[Opening Input records section]
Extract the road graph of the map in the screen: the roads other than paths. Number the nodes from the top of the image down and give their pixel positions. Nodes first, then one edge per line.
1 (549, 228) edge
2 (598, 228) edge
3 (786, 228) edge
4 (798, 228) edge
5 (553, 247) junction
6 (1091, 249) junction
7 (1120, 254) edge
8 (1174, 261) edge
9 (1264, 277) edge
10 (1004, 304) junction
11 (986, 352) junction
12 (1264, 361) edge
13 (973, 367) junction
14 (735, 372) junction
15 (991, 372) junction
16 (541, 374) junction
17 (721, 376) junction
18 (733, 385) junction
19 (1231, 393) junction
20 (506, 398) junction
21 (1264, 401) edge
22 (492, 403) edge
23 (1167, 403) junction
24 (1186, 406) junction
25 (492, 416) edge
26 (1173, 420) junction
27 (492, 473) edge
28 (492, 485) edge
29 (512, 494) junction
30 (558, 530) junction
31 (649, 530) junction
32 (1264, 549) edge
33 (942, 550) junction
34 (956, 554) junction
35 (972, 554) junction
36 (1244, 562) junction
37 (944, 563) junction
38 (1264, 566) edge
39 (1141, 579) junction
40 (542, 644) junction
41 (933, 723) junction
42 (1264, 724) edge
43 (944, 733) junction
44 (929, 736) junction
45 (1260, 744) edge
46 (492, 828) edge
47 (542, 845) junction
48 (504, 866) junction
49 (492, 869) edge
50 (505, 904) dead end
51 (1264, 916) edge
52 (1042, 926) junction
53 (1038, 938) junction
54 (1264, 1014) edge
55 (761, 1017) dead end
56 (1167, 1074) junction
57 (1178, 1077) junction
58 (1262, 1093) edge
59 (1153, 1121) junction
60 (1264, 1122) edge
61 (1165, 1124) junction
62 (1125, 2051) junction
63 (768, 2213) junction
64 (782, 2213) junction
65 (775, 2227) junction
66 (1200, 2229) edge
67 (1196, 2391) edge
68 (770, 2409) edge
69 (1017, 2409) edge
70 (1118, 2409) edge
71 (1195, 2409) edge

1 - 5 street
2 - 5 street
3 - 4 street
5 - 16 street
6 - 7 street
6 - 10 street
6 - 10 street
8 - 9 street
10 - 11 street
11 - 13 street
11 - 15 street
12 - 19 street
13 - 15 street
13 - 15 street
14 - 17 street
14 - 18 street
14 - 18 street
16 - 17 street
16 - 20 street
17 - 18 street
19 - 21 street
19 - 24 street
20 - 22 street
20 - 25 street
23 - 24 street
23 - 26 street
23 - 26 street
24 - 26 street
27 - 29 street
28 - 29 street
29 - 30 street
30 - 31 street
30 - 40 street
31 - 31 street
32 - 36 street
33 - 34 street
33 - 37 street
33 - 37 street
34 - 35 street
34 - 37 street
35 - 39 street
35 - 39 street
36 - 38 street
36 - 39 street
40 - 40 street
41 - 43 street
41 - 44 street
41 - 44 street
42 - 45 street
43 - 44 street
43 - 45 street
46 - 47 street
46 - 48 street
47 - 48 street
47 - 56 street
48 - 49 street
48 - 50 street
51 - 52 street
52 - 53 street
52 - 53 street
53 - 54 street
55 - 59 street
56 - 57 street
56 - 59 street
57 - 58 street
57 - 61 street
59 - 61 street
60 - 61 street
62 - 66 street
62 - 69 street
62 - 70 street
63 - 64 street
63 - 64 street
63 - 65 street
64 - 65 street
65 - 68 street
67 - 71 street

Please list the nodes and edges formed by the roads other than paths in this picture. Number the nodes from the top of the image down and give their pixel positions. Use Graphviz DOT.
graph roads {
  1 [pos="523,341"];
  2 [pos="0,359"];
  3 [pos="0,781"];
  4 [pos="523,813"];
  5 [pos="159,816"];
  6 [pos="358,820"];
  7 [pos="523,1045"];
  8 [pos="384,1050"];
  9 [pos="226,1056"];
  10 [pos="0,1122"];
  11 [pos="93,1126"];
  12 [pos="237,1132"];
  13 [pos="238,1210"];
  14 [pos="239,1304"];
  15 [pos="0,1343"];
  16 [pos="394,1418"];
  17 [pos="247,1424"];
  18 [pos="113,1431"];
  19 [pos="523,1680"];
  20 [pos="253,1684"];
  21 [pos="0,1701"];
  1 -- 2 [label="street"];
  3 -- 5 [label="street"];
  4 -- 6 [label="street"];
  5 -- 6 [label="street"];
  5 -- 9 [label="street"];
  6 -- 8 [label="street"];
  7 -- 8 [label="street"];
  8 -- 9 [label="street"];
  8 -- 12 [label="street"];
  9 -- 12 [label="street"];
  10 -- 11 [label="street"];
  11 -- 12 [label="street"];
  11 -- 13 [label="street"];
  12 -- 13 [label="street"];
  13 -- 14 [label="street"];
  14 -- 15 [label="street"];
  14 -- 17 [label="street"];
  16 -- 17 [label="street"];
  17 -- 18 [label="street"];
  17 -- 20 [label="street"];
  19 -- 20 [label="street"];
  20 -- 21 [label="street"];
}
[Closing Input records section]
> **Instructions to follow**
Write out every line of the entries that holds the word "roads".

> **Written response**
Extract the road graph of the map in the screen: the roads other than paths. Number the nodes from the top of the image down and give their pixel positions. Nodes first, then one edge per line.
Please list the nodes and edges formed by the roads other than paths in this picture. Number the nodes from the top of the image down and give their pixel positions. Use Graphviz DOT.
graph roads {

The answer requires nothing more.